» **Task details**
The number of lines in the records that include "Yarraduct" is all you should give.

Saved data entries:
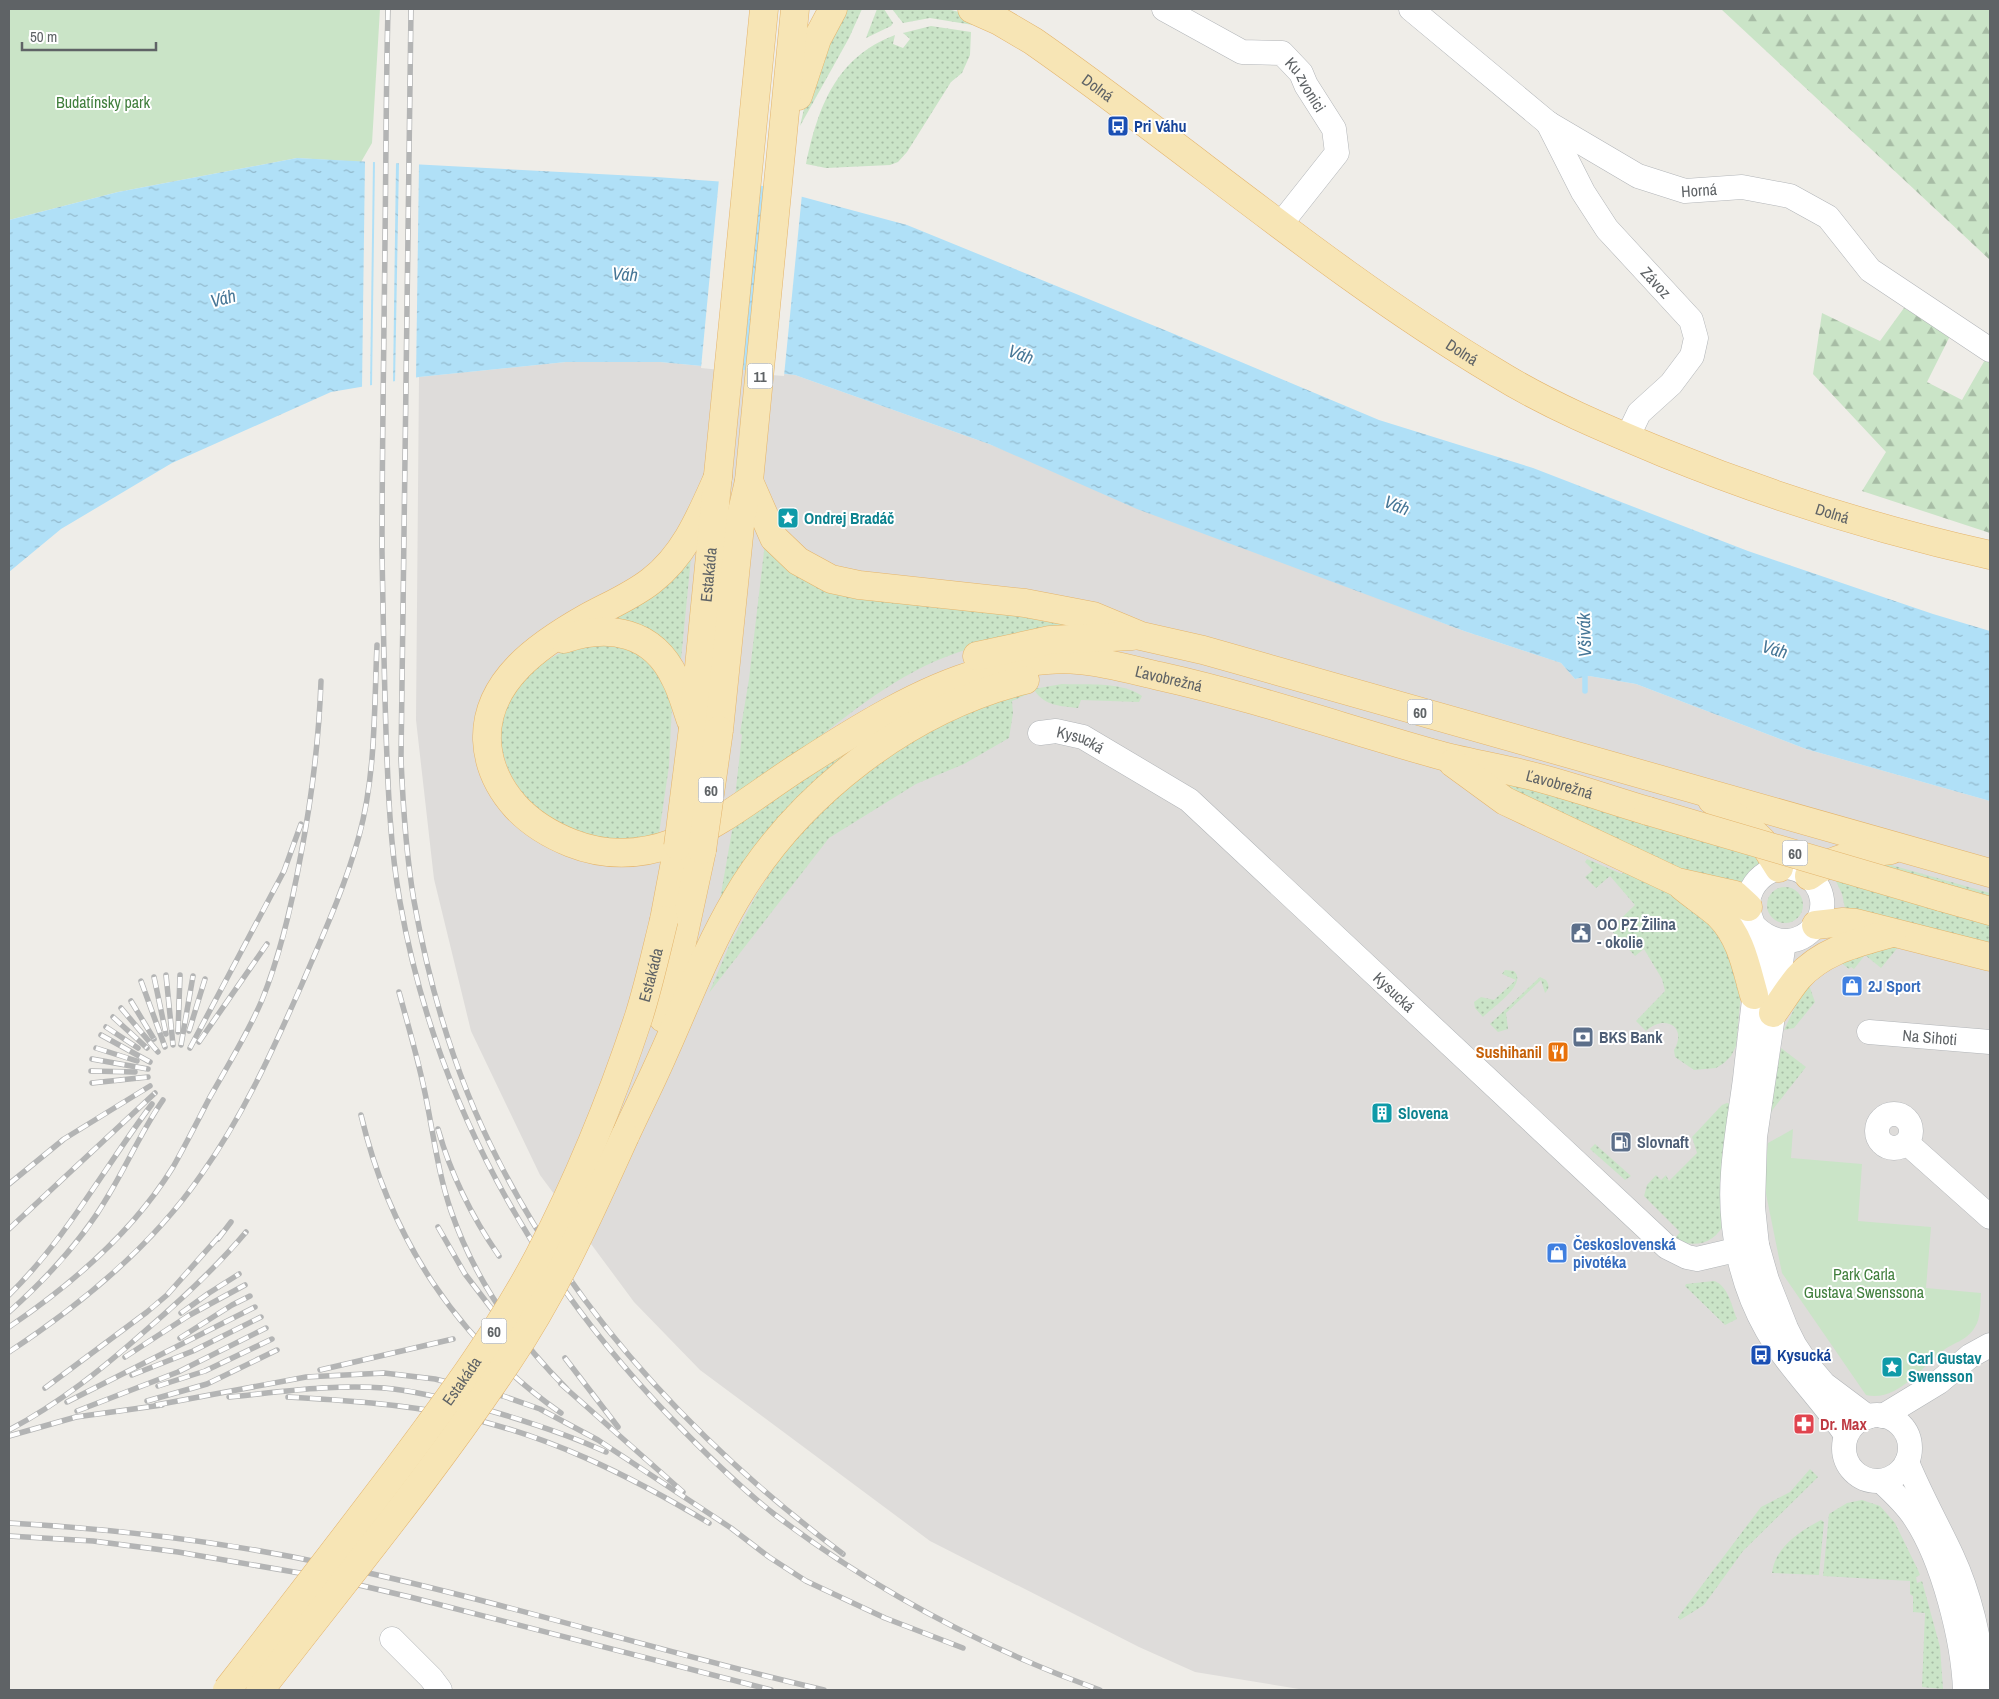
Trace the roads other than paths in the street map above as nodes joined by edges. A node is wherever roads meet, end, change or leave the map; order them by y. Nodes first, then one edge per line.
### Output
1 (764, 9) edge
2 (795, 9) edge
3 (833, 9) edge
4 (972, 9) edge
5 (1164, 9) edge
6 (1411, 9) edge
7 (1001, 15) edge
8 (1548, 123) junction
9 (782, 150) junction
10 (1280, 224) junction
11 (1990, 350) edge
12 (1627, 438) junction
13 (718, 478) junction
14 (749, 481) junction
15 (1990, 555) edge
16 (1141, 636) junction
17 (542, 647) junction
18 (1126, 669) junction
19 (706, 729) junction
20 (1040, 733) dead end
21 (1444, 756) junction
22 (801, 765) junction
23 (1699, 790) junction
24 (1903, 849) junction
25 (1780, 868) junction
26 (1990, 873) edge
27 (1809, 876) junction
28 (1677, 882) junction
29 (1990, 911) edge
30 (1752, 917) junction
31 (1816, 925) junction
32 (1894, 933) junction
33 (1784, 942) junction
34 (1990, 957) edge
35 (1764, 1004) junction
36 (1869, 1032) dead end
37 (1990, 1042) edge
38 (625, 1136) junction
39 (1907, 1143) dead end
40 (1990, 1217) edge
41 (1748, 1248) junction
42 (1990, 1345) edge
43 (1939, 1382) junction
44 (1876, 1416) junction
45 (1846, 1436) junction
46 (1907, 1436) junction
47 (1906, 1462) junction
48 (1881, 1481) junction
49 (392, 1639) dead end
50 (1977, 1677) edge
51 (227, 1690) edge
52 (260, 1690) edge
53 (440, 1690) edge

1 - 13 main road, Estakáda / 11
2 - 9 main road, 11
3 - 9 main road
4 - 7 main road, Dolná
5 - 10 street, Ku zvonici
6 - 8 street, Horná
7 - 10 main road, Dolná
8 - 11 street, Horná
8 - 12 street, Závoz
9 - 14 main road, Estakáda / 11
10 - 12 main road, Dolná
12 - 15 main road, Dolná
13 - 17 main road
13 - 19 main road, Estakáda
14 - 16 main road
14 - 19 main road, Estakáda
16 - 22 main road
16 - 23 main road, Ľavobrežná / 60
17 - 19 main road
17 - 22 main road
18 - 21 main road, Ľavobrežná / 60
18 - 22 main road
18 - 38 main road
19 - 38 main road, Estakáda / 60, bridge
19 - 51 main road, Estakáda / 60, bridge
20 - 41 street, Kysucká
21 - 28 main road
21 - 29 main road, Ľavobrežná / 60, bridge
23 - 24 main road, Ľavobrežná / 60
23 - 25 main road
24 - 26 main road, Ľavobrežná / 60
24 - 27 main road
25 - 27 street
25 - 30 street
27 - 31 street
28 - 30 main road
28 - 35 main road
30 - 33 street
30 - 35 street
31 - 32 main road
31 - 33 street
32 - 34 main road
32 - 35 main road
33 - 35 street
35 - 41 street
36 - 37 street, Na Sihoti
38 - 52 main road, Estakáda / 60, bridge
39 - 40 street
41 - 44 street
41 - 45 street
42 - 43 street
43 - 44 street
43 - 46 street
44 - 45 street
44 - 46 street
45 - 48 street
46 - 47 street
47 - 48 street
47 - 50 street
48 - 50 street
49 - 53 street

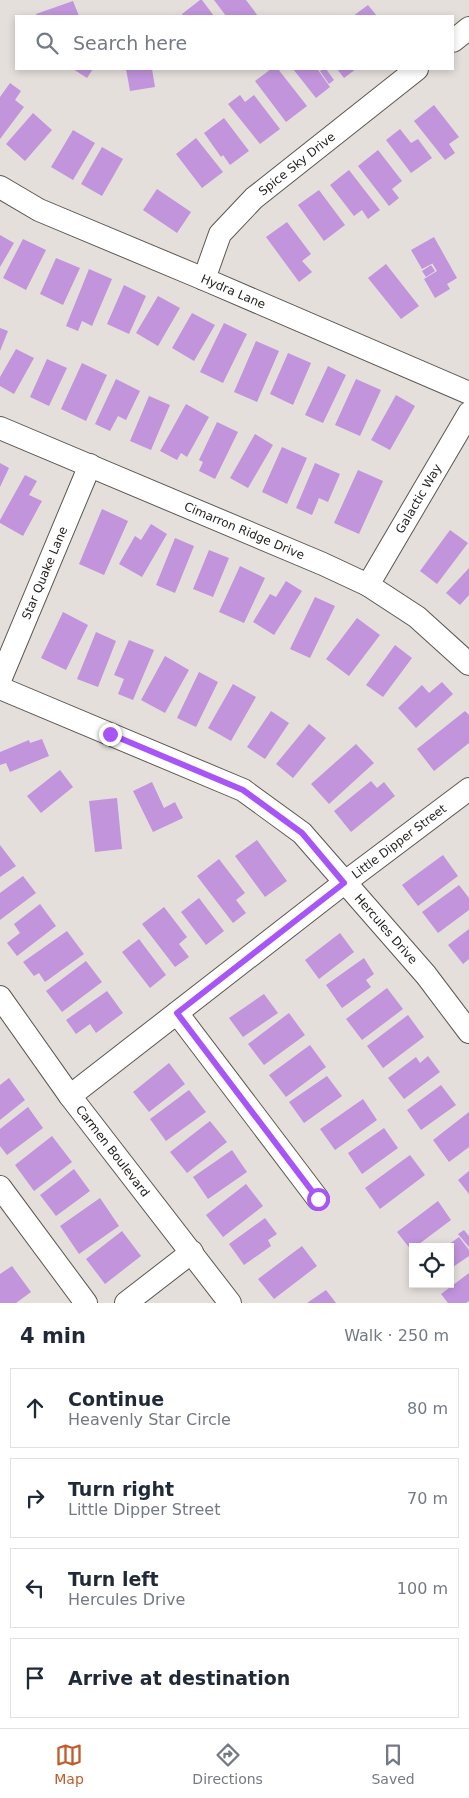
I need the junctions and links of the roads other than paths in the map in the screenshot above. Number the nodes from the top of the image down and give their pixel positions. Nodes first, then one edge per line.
1 (469, 28) edge
2 (454, 40) edge
3 (417, 70) edge
4 (0, 187) edge
5 (204, 279) junction
6 (469, 393) edge
7 (469, 413) edge
8 (0, 428) edge
9 (90, 465) junction
10 (368, 585) junction
11 (469, 664) edge
12 (0, 680) edge
13 (0, 688) edge
14 (469, 790) edge
15 (344, 883) junction
16 (0, 997) edge
17 (177, 1013) junction
18 (469, 1032) edge
19 (70, 1096) junction
20 (0, 1187) edge
21 (318, 1199) dead end
22 (192, 1252) junction
23 (86, 1303) edge
24 (126, 1303) edge
25 (230, 1303) edge

1 - 2 street
3 - 5 street, Spice Sky Drive
4 - 5 street, Hydra Lane
5 - 6 street, Hydra Lane
7 - 10 street, Galactic Way
8 - 9 street, Cimarron Ridge Drive
9 - 10 street, Cimarron Ridge Drive
9 - 12 street, Star Quake Lane
10 - 11 street, Cimarron Ridge Drive
13 - 15 street, Hercules Drive
14 - 15 street, Little Dipper Street
15 - 17 street, Little Dipper Street
15 - 18 street, Hercules Drive
16 - 19 street, Carmen Boulevard
17 - 19 street, Little Dipper Street
17 - 21 street
19 - 22 street, Carmen Boulevard
20 - 23 street
22 - 24 street
22 - 25 street, Carmen Boulevard

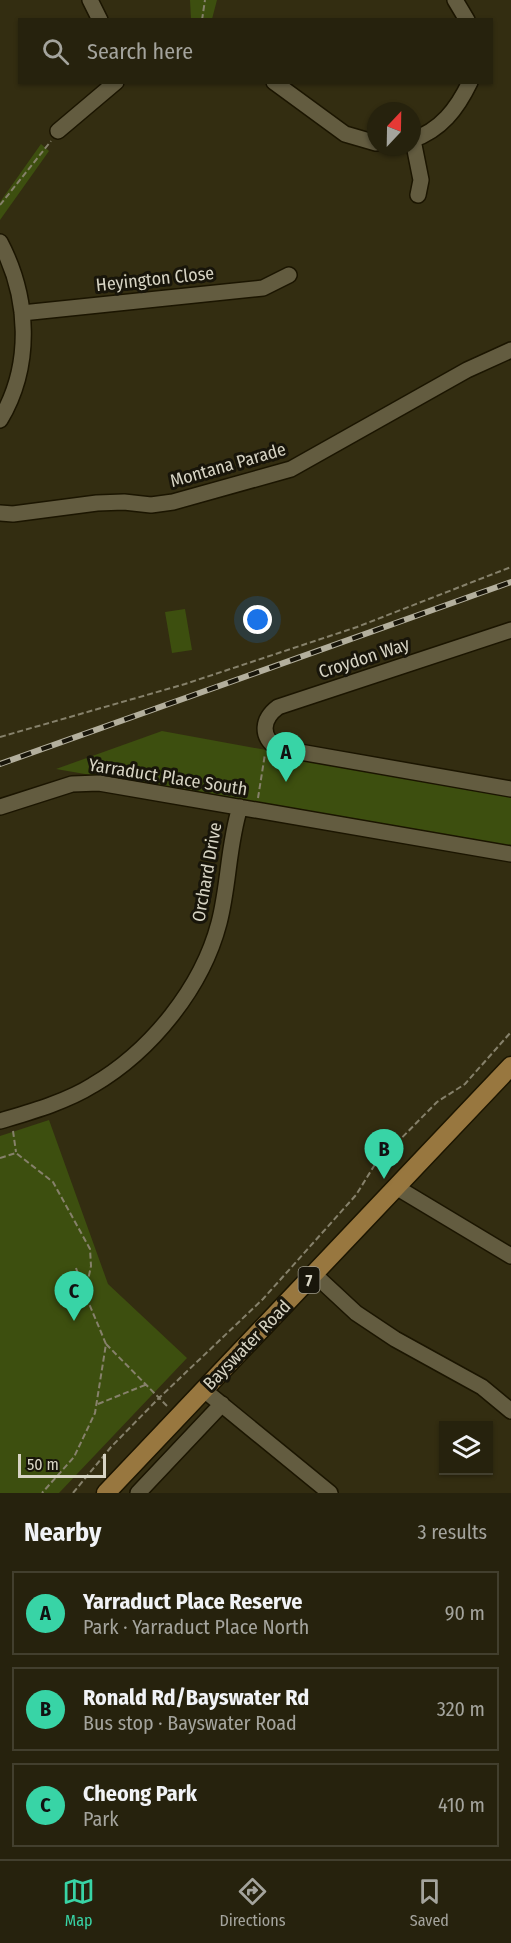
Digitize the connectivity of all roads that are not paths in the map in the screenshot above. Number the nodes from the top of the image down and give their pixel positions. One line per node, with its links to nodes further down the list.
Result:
1 (90, 0): 3 (street)
2 (455, 0): 4 (street)
3 (99, 18)
4 (466, 18)
5 (114, 84): 8 (street)
6 (277, 84): 10 (street)
7 (469, 84): 9 (street)
8 (58, 131)
9 (421, 137)
10 (367, 140)
11 (416, 156): 12 (street)
12 (418, 195)
13 (0, 242): 15 (street)
14 (289, 275): 15 (street, Heyington Close)
15 (22, 313): 17 (street)
16 (511, 350): 18 (street, Montana Parade)
17 (0, 420)
18 (0, 513)
19 (511, 630): 20 (street, Croydon Way)
20 (511, 789)
21 (0, 807): 22 (street, Yarraduct Place South)
22 (240, 807): 23 (street, Yarraduct Place South); 25 (street, Orchard Drive)
23 (511, 854)
24 (511, 1066): 26 (main road, Bayswater Road / 7)
25 (6, 1125)
26 (396, 1187): 27 (street); 28 (main road, Bayswater Road / 7)
27 (511, 1256)
28 (314, 1274): 29 (main road, Bayswater Road / 7); 31 (street)
29 (204, 1390): 30 (street); 32 (main road, Bayswater Road / 7)
30 (222, 1404): 33 (street); 34 (street)
31 (511, 1411)
32 (111, 1492)
33 (138, 1493)
34 (330, 1493)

» **Output of the task**
2